Transient Tag binding to RPA facilitates ssDNA binding of RPA. (A) Tag bound to Pab101-protein G beads was incubated with RPA (8.6 pmol) or without RPA (con). After washing the beads, increasing amounts of oligonucleotides dT₃₀, dT₁₅, or dT₈ (0, 1, 2, 4, 9, 17, or 34 pmol) were added. After 1 h, the amount of RPA that remained bound to Tag was visualized by SDS–PAGE and Western blot with anti-RPA70 antibody. Input: 5% of the RPA added to samples. (B) RPA in the indicated amounts (pmol) was pre-incubated with ∼3 pmol of radiolabeled dT₃₀ for 10 min at 25°C and then, after addition of the indicated amounts of Tag (pmol of hexamer), for another 15 min at 37°C. Protein–DNA complexes were detected by native gel electrophoresis and autoradiography. The migration of Tag-dT₃₀ complex (Supplementary Figure 3) is indicated. W, wells of the gel. (C) RPA (9 pmol) was incubated with ∼3 pmol of dT₃₀, followed by addition of 3.5 pmol of Tag hexamer and, after 5 min, monoclonal antibody (0.5, 2.5, or 5 μg) against Tag (T), influenza hemagglutinin (N), or RPA32C (R). Complexes were visualized as in (B). (D) The indicated amounts (pmol) of yeast RPA (yRPA) were incubated with ∼3 pmol of radiolabeled dT₃₀ in the presence of Tag hexamer (pmol) as indicated.
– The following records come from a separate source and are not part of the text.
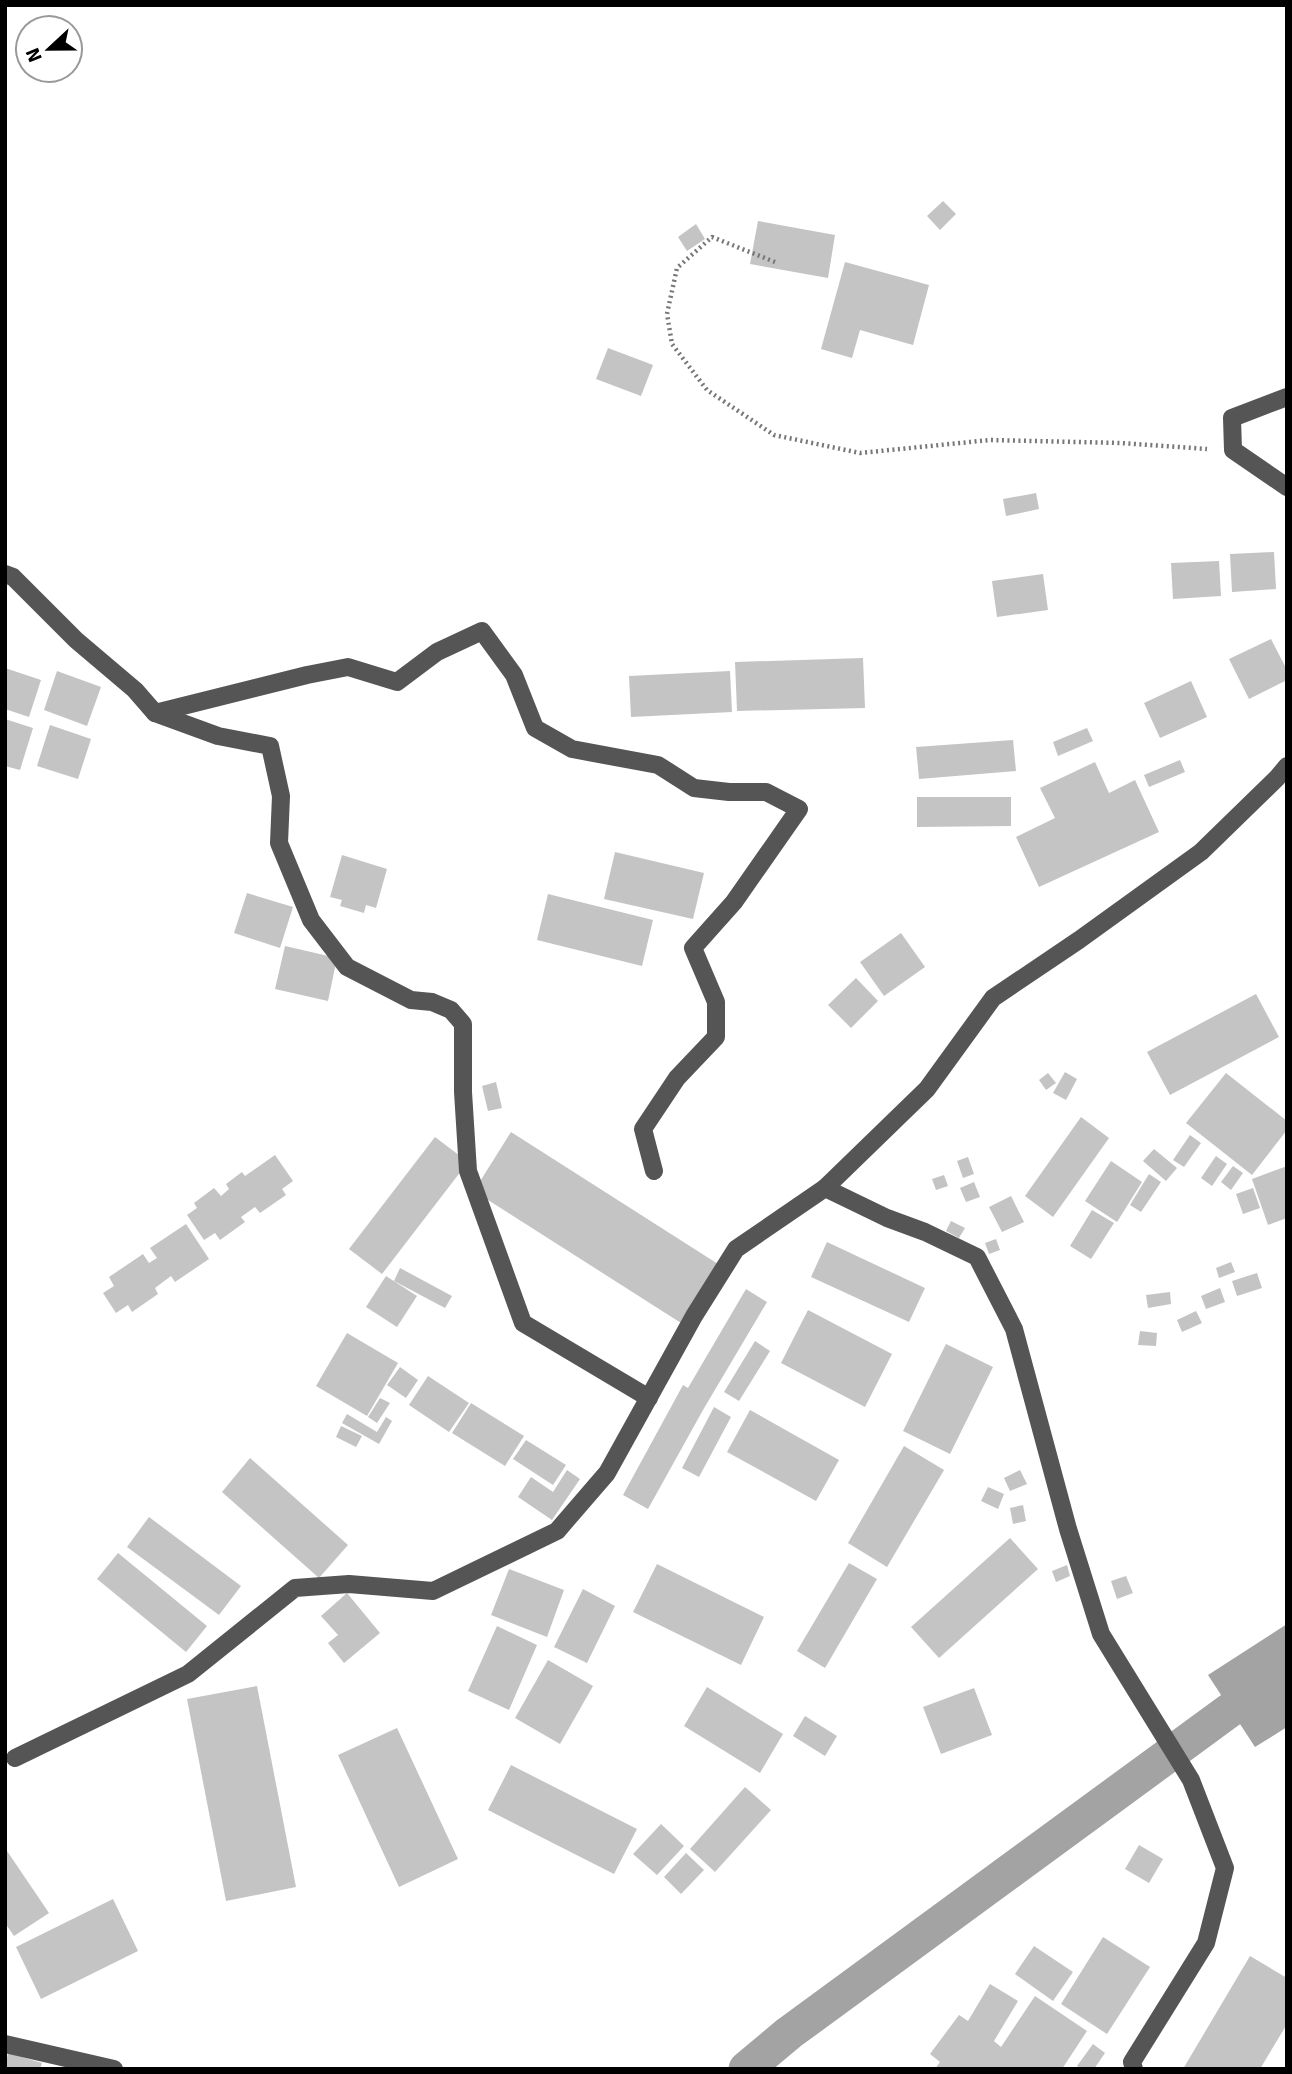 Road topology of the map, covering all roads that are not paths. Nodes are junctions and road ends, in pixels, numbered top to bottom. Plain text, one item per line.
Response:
1 (1287, 397) edge
2 (1287, 487) edge
3 (5, 574) edge
4 (155, 713) junction
5 (1287, 766) edge
6 (654, 1171) dead end
7 (825, 1188) junction
8 (649, 1398) junction
9 (15, 1758) dead end
10 (5, 2044) edge
11 (114, 2069) edge
12 (1133, 2069) edge

1 - 2 street
3 - 4 street
4 - 6 street
4 - 8 street
5 - 7 street
7 - 8 street
7 - 12 street
8 - 9 street
10 - 11 street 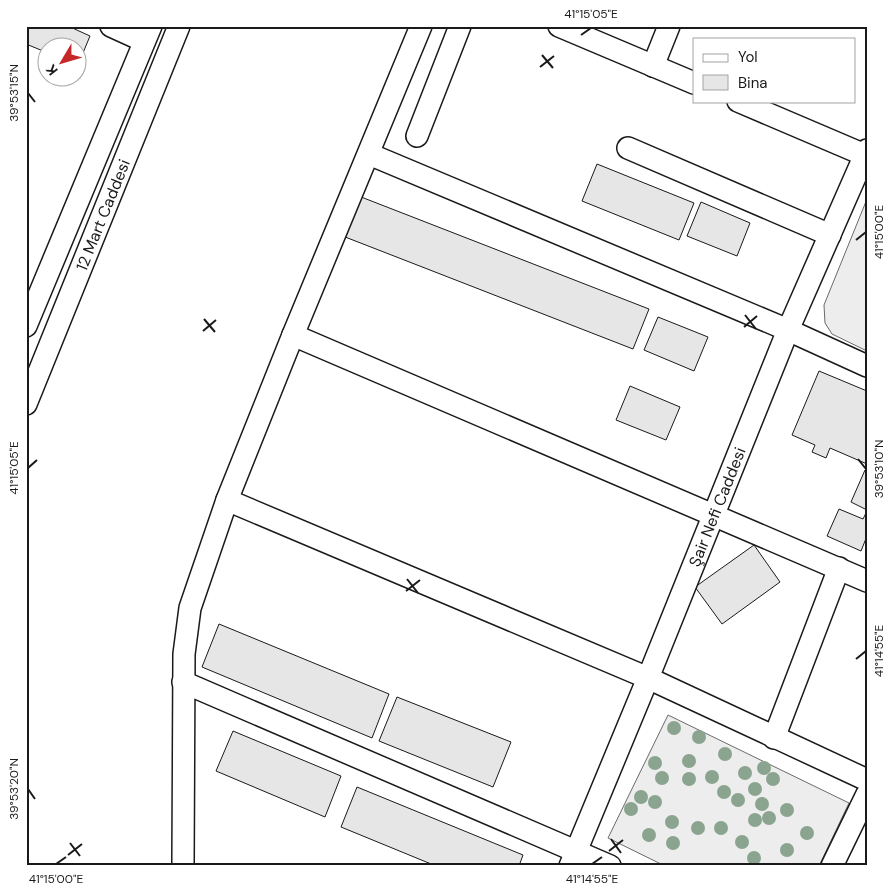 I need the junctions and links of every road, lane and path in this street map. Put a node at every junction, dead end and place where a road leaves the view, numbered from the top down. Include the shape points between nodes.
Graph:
1 (111, 26) edge
2 (179, 26) edge
3 (421, 26) edge
4 (460, 26) edge
5 (558, 26) edge
6 (669, 26) edge
7 (148, 34) edge
8 (654, 66) junction
9 (693, 83) edge
10 (740, 102) edge
11 (417, 136) dead end
12 (628, 148) dead end
13 (866, 153) edge
14 (369, 154) junction
15 (830, 236) junction
16 (26, 326) edge
17 (788, 330) junction
18 (293, 335) junction
19 (867, 366) edge
20 (26, 404) edge
21 (227, 500) junction
22 (714, 514) junction
23 (839, 568) junction
24 (866, 576) edge
25 (648, 678) junction
26 (183, 682) junction
27 (774, 738) junction
28 (867, 780) edge
29 (867, 794) edge
30 (573, 859) edge
31 (183, 866) edge
32 (610, 866) edge
33 (832, 866) edge

1 - 7 street
2 - 20 street, 12 Mart Caddesi
3 - 14 street
4 - 11 street
5 - 8 street
6 - 8 street
7 - 16 street, 12 Mart Caddesi
8 - 9 street
10 - 13 street
12 - 15 street
13 - 15 street, Şair Nefi Caddesi
14 - 17 street
14 - 18 street
15 - 17 street, Şair Nefi Caddesi
17 - 19 street
17 - 22 street, Şair Nefi Caddesi
18 - 21 street
18 - 22 street
21 - 25 street
21 - 26 street via 190,608
22 - 23 street
22 - 25 street, Şair Nefi Caddesi
23 - 24 street
23 - 27 street
25 - 27 street
25 - 30 street, Şair Nefi Caddesi
26 - 30 street
26 - 31 street
27 - 28 street
29 - 33 street
30 - 32 street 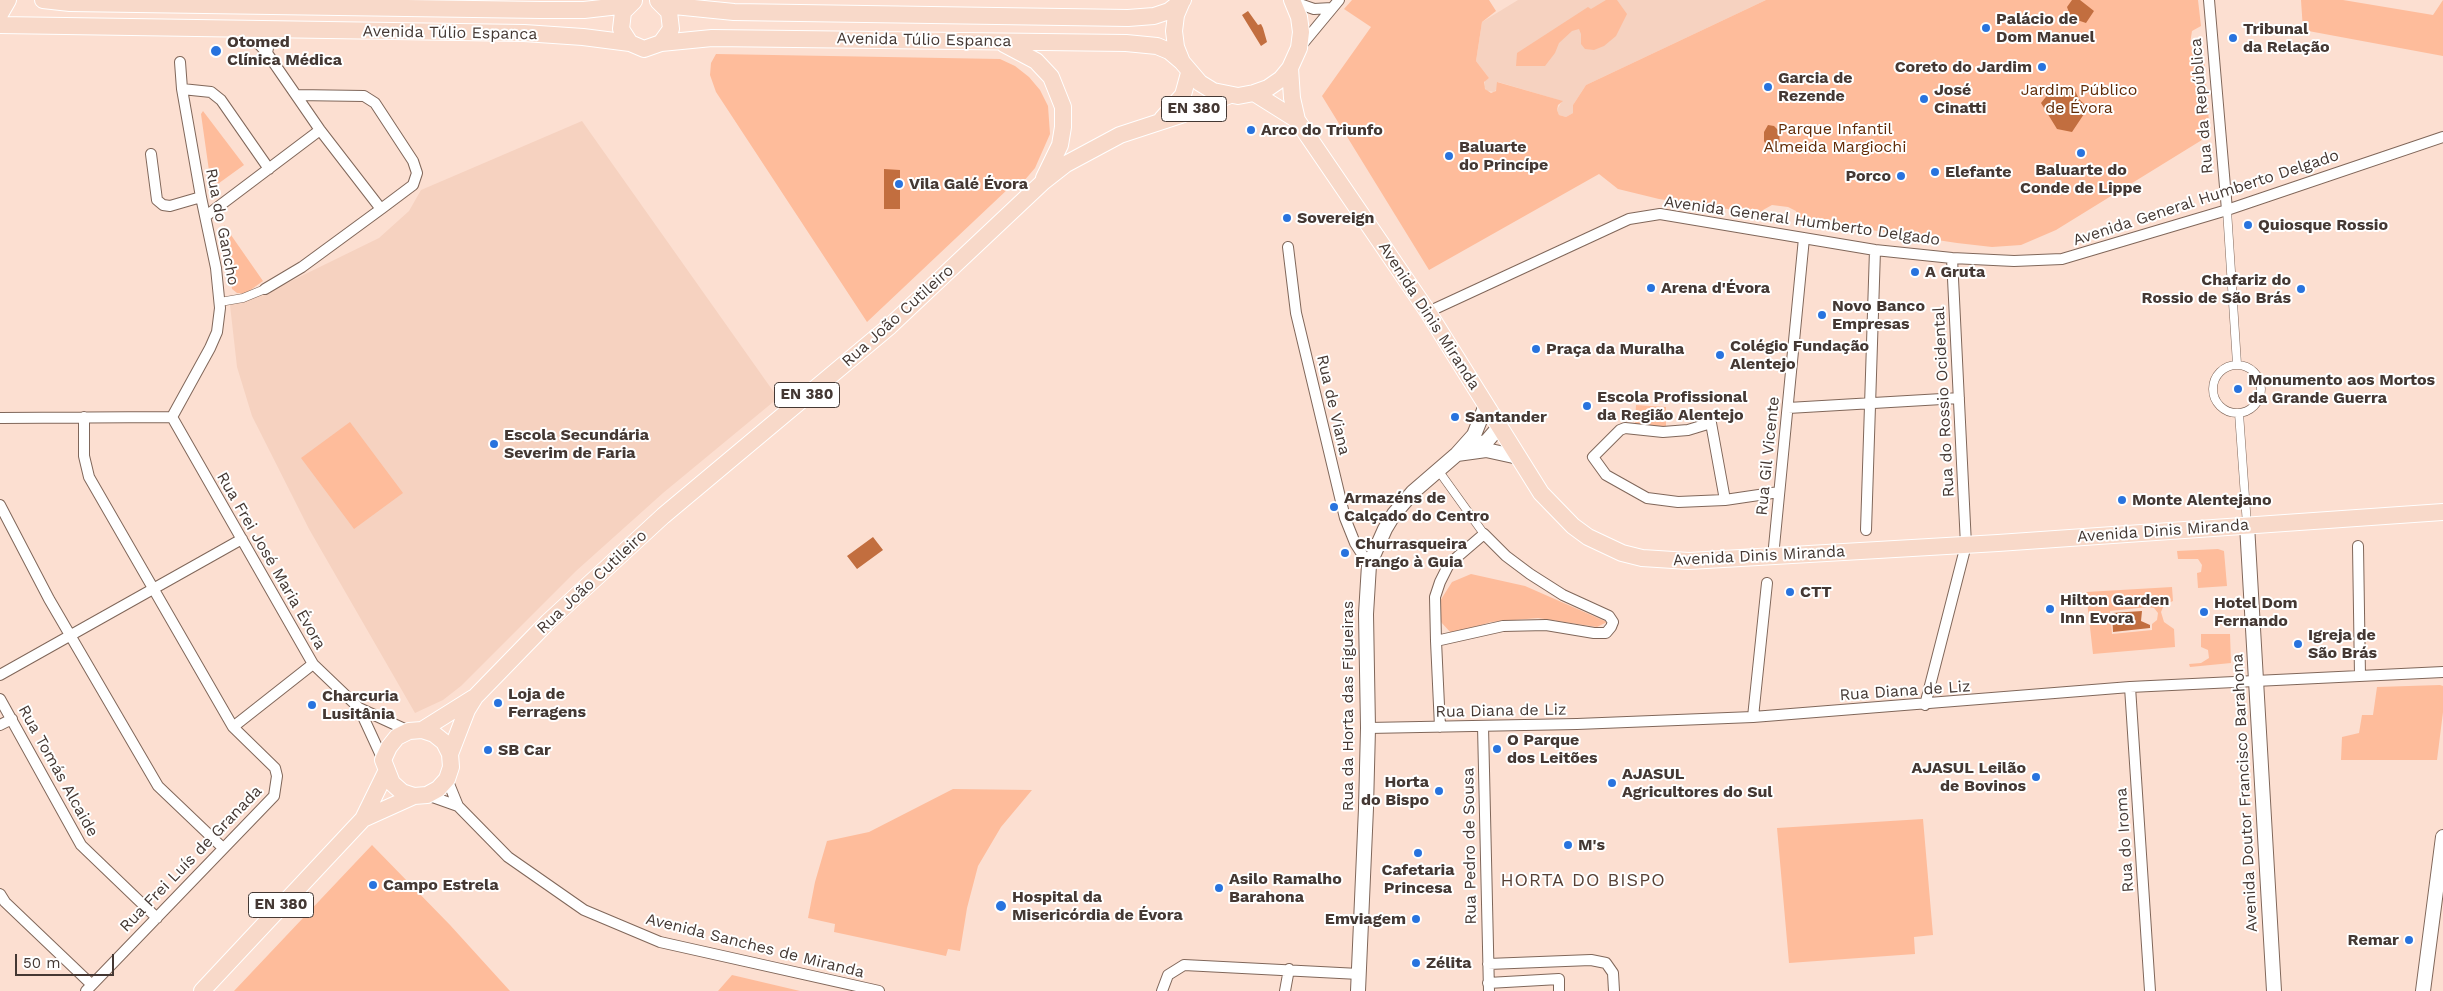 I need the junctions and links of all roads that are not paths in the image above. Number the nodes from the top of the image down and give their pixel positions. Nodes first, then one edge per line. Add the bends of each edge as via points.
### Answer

Complexes were analyzed as in (B). (E) Increasing amounts (0.5 or 1 pmol of hexamer) of wild-type (lanes 3 and 4) or mutant R154E Tag (lanes 6 and 7) were added to RPA (2 pmol) that had been pre-incubated with radiolabeled dT₃₀ as indicated, and protein–DNA complexes were analyzed by native gel electrophoresis and autoradiography as in (B).

Figure 7

Proposed mechanism for coupling activation of the SV40 pre-replication complex with RPA loading on ssDNA. (A) An active Tag hexamer (OBD and N-terminus in gold; helicase domains in turquoise) translocating 3′ to 5′ on the red strand (dotted line) and displacing the blue strand is proposed to form a ternary complex, in which Tag-OBD binds to RPA70AB (orange) associated with 8–10 nucleotides of ssDNA. As more DNA is unwound, RPA extends into the 30-nucleotide binding mode on ssDNA and releases Tag-OBD. (B) Tag monomers recognize four specific binding sites (black arrows) in the origin DNA, nucleating double hexamer assembly and inducing an ssDNA bubble at the flanking EP sequence and distortion at AT. The depicted path of DNA through the Tag double hexamer is speculative (Gai et al, 2004b; Li et al, 2003; Valle et al, 2006). (C) Remodeling of the Tag N-terminus and Tag-OBD (Meinke et al, 2006; Valle et al, 2006) in the presence of human RPA is proposed to facilitate formation of a ternary complex composed of RPA70AB bound to an ssDNA bubble and to a basic OBD surface exposed on the exterior of each hexamer, analogous to that shown in (A). As the helicase translocates (dotted lines) and more ssDNA emerges, RPA would extend into the 30-nucleotide binding mode on ssDNA (orange arrows) and dissociate from Tag, completing the loading cycle.